Like all good comedic bits, the feud took on a life of its own. Studios marketed films off it. The actors gained new followings because of it, and it could’ve easily continued to exist as just another long-running joke paraded around the internet to make two famous, removed-from-real-life icons seem more down-to-earth, more likable. Instead, Jackman and Reynolds, both humanitarian figures and philanthropic role models, decided to harness the attention (from the fans and the media) to do some good in the world.

Jackman launched his Laughing Man Foundation in 2011 after a trip to Ethiopia sparked a friendship with a local coffee farmer named Dukale. The actor shot a documentary, Dukale’s Dream, to shed light on the poor working conditions and malpractices when it came to coffee farming in third world countries before creating his own brand of beans and expanding his charitable endeavors to communities in Columbia and Peru. Jackman’s Laughing Man Cafe has two locations in New York City and 100% of the profits from all coffee sales go back to these communities, where his foundation aids in everything from building housing for farmers in South America to purchasing new equipment for farmers in Ethiopia.

When Jackman and Reynold’s decided to “end” their feud last year, they did so by offering to fund and shoot commercials for each other’s budding brands. For Jackman, that was Laughing Man Coffee. For Reynolds, that was his newly formed Aviation Gin — which has contributed to charities like the Air Force Association to help military families in need and recently donated 30% of its proceeds to helping bartenders hit hard by global lockdowns.
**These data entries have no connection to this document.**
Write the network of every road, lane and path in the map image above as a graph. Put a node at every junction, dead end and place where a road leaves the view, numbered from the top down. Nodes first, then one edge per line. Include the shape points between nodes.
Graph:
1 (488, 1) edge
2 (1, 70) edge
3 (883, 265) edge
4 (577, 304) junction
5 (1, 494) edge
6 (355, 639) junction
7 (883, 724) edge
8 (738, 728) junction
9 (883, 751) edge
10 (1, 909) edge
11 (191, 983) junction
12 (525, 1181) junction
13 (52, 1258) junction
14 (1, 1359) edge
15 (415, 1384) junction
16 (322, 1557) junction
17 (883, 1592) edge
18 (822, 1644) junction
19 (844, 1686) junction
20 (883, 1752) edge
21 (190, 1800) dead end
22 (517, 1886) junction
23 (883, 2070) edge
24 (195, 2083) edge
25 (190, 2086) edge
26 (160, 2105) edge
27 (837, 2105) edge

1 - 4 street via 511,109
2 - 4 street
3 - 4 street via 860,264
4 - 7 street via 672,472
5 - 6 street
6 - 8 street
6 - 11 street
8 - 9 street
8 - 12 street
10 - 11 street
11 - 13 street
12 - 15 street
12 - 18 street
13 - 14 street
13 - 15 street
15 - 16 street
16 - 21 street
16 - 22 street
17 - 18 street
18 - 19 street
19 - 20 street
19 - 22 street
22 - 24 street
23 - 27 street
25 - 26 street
In a viral video, Reynolds can be seen using his marketing skills — he owns his own agency, Maximum Effort Marketing after all — to craft a beautiful ode to Jackman’s charity and all the work it does. Jackman’s ad for Aviation Gin was a bit less … inspiring.

The war may have raged on but the publicity the pair received thanks to this skit benefitted their charitable endeavors perhaps more than your average donation campaign ever could. And it’s success has led the two leading men to pursue more fundraising campaigns to contribute to causes close to their hearts.
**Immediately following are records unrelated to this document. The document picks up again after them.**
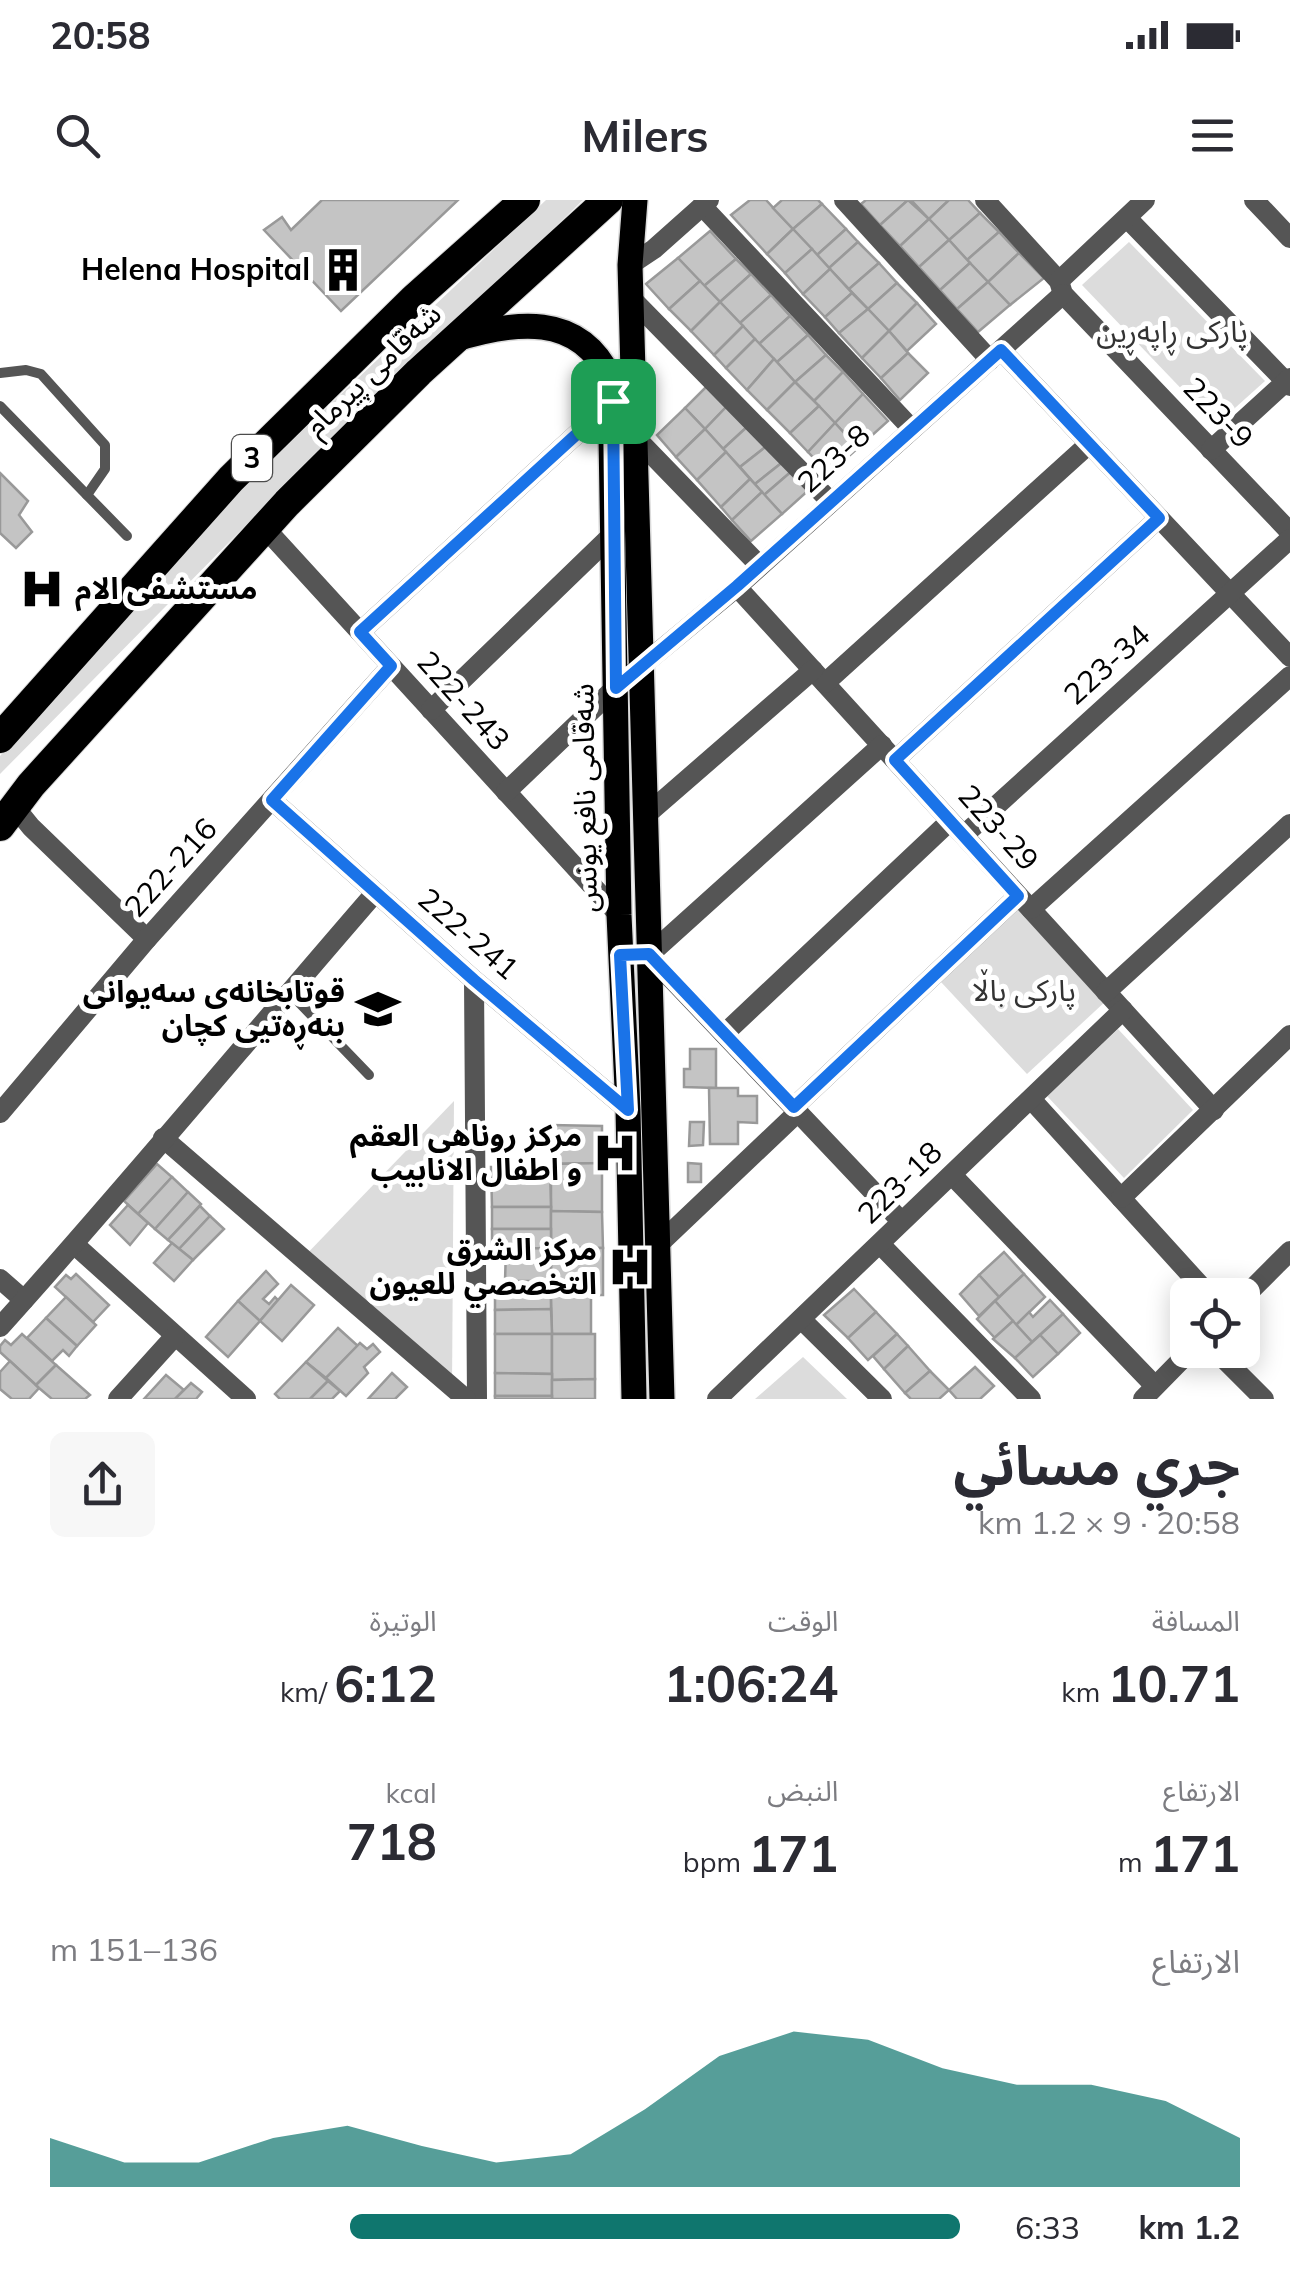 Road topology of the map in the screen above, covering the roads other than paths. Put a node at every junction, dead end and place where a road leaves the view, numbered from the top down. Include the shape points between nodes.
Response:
1 (525, 200) edge
2 (608, 200) edge
3 (635, 200) edge
4 (844, 200) edge
5 (985, 200) edge
6 (1146, 200) edge
7 (1254, 200) edge
8 (705, 203) edge
9 (1126, 218) junction
10 (1290, 238) edge
11 (630, 265) junction
12 (1061, 287) junction
13 (631, 298) junction
14 (453, 340) junction
15 (995, 355) junction
16 (0, 373) edge
17 (1289, 382) edge
18 (613, 401) junction
19 (0, 406) edge
20 (912, 429) junction
21 (635, 436) junction
22 (1090, 444) junction
23 (1211, 450) junction
24 (87, 495) junction
25 (831, 502) junction
26 (1159, 518) junction
27 (264, 527) junction
28 (614, 534) junction
29 (126, 536) dead end
30 (1290, 536) edge
31 (760, 566) junction
32 (737, 586) junction
33 (1231, 594) junction
34 (360, 632) junction
35 (1290, 657) edge
36 (391, 666) junction
37 (641, 666) junction
38 (819, 676) junction
39 (1290, 676) edge
40 (616, 688) junction
41 (431, 710) junction
42 (0, 738) edge
43 (888, 752) junction
44 (506, 792) junction
45 (272, 800) junction
46 (5, 816) edge
47 (645, 816) junction
48 (1290, 824) edge
49 (957, 828) junction
50 (375, 892) junction
51 (1025, 902) junction
52 (619, 915) junction
53 (148, 939) junction
54 (649, 954) junction
55 (620, 955) junction
56 (474, 980) junction
57 (289, 992) junction
58 (1106, 992) junction
59 (1123, 1010) junction
60 (724, 1034) junction
61 (1290, 1035) edge
62 (369, 1074) dead end
63 (1031, 1099) junction
64 (796, 1109) junction
65 (628, 1110) junction
66 (1214, 1110) junction
67 (0, 1113) edge
68 (163, 1138) junction
69 (952, 1175) junction
70 (1121, 1198) junction
71 (901, 1221) junction
72 (659, 1244) junction
73 (880, 1244) junction
74 (76, 1245) junction
75 (1290, 1251) edge
76 (1194, 1278) edge
77 (0, 1279) edge
78 (1260, 1281) edge
79 (24, 1300) junction
80 (801, 1319) junction
81 (0, 1327) edge
82 (175, 1336) junction
83 (1173, 1368) edge
84 (1233, 1368) edge
85 (1149, 1393) edge
86 (118, 1399) edge
87 (246, 1399) edge
88 (466, 1399) edge
89 (477, 1399) edge
90 (634, 1399) edge
91 (662, 1399) edge
92 (718, 1399) edge
93 (882, 1399) edge
94 (1031, 1399) edge
95 (1264, 1399) edge

1 - 42 highway, شەقامی پیرمام / 3 via 232,478
2 - 14 highway, شەقامی پیرمام / 3
3 - 11 main road, شەقامی نافع یونس
4 - 15 street
5 - 12 street, 223-9
6 - 9 street, 223-8
7 - 10 street
8 - 11 street
8 - 20 street
9 - 12 street, 223-8
9 - 17 street
11 - 13 main road, شەقامی نافع یونس
12 - 15 street, 223-8
12 - 23 street, 223-9
13 - 21 main road, شەقامی نافع یونس
13 - 25 street
14 - 18 main road, شەقامی نافع یونس via 510,328 558,329 600,356
14 - 27 highway, شەقامی پیرمام / 3
15 - 20 street, 223-8
15 - 22 street
16 - 24 lane via 41,374 105,445 105,469
17 - 23 street
18 - 28 main road, شەقامی نافع یونس
18 - 34 street
19 - 24 lane
20 - 25 street, 223-8
21 - 31 street
21 - 37 main road, شەقامی نافع یونس
22 - 26 street
22 - 38 street
23 - 30 street, 223-9
24 - 29 lane
25 - 31 street, 223-8
26 - 33 street
26 - 43 street
27 - 34 street, 222-243
27 - 46 highway, شەقامی پیرمام / 3
28 - 40 main road, شەقامی نافع یونس
28 - 41 street
30 - 33 street, 223-34
31 - 32 street, 223-8
32 - 37 street, 223-8
32 - 38 street, 223-29
33 - 35 street
33 - 49 street, 223-34
34 - 36 street, 222-243
36 - 41 street, 222-243
36 - 45 street, 222-216
37 - 40 street, 223-8
37 - 47 main road, شەقامی نافع یونس
38 - 43 street, 223-29
38 - 47 street
39 - 51 street
40 - 44 street, 223-8
40 - 52 main road, شەقامی نافع یونس
41 - 44 street, 222-243
43 - 49 street, 223-29
43 - 54 street
44 - 52 street, 222-243
45 - 50 street, 222-241
45 - 53 street, 222-216
46 - 53 street via 30,827
47 - 54 main road, شەقامی نافع یونس
48 - 58 street
49 - 51 street, 223-29
49 - 60 street, 223-34
50 - 56 street, 222-241
50 - 57 street
51 - 58 street, 223-29
51 - 64 street
52 - 55 main road, شەقامی نافع یونس
53 - 67 street, 222-216
54 - 55 main road
54 - 60 street
54 - 72 main road, شەقامی نافع یونس
55 - 65 main road, شەقامی نافع یونس
56 - 65 street, 222-241
56 - 89 street
57 - 62 lane
57 - 68 street
58 - 59 street, 223-29
59 - 63 street, 223-18
59 - 66 street, 223-29
60 - 64 street
61 - 66 street
63 - 69 street, 223-18
63 - 70 street
64 - 71 street
64 - 72 street
65 - 90 main road, شەقامی نافع یونس
66 - 70 street
68 - 74 street
68 - 88 street
69 - 71 street, 223-18
69 - 85 street
70 - 76 street
71 - 73 street, 223-18
72 - 91 main road, شەقامی نافع یونس
73 - 80 street, 223-18
73 - 94 street
74 - 79 street
74 - 82 street
75 - 78 street
77 - 79 street
79 - 81 street
80 - 92 street, 223-18
80 - 93 street
82 - 86 street
82 - 87 street
83 - 85 street
84 - 95 street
After Jackman roped Jake Gyllenhaal into pranking Reynolds, convincing him to wear an ugly sweater to his annual Christmas party two years ago, the actor got revenge by recycling the tacky knitwear to raise money for the SickKids Hospital — an organization he’s donated to in the past. His promise to match donations up to $100,000, and his ability to get Jackman to participate in the campaign in a hilarious way, meant Reynolds and company were able to raise over $300,000 for the hospital. (He’s partnering with Samsung to bring the ugly sweater back this year for the organization’s fundraising efforts if you’d like to donate.)

And this year, as a pandemic upended the status quo and millions lost their jobs, both Jackman and Reynolds have fanned the flames of their conflict with the hope we’ll get some joy and those struggling will get some much-needed aid from it. After calling a “truce” to participate in the All-In challenge to raise money to feed hungry families, the actors have now partnered with Sam’s Club to force fans to choose sides in this eons-long war. Each purchase of Jackman’s Laughing Man Coffee and Reynolds’ Aviation Gin counts as a point for their respective “teams” and a portion of proceeds will be directed to their charities (Laughing Man Foundation and SickKids) though even if you don’t buy a product, you can still vote for which actor you like more. The company plans to pick five winners to attend a virtual party with the stars and, no matter who wins the popularity contest, they’ll donate an equal amount to each nonprofit.

Will this latest battle be the one to end the feud? Not likely, but it looks like that might be a good thing for the world right now.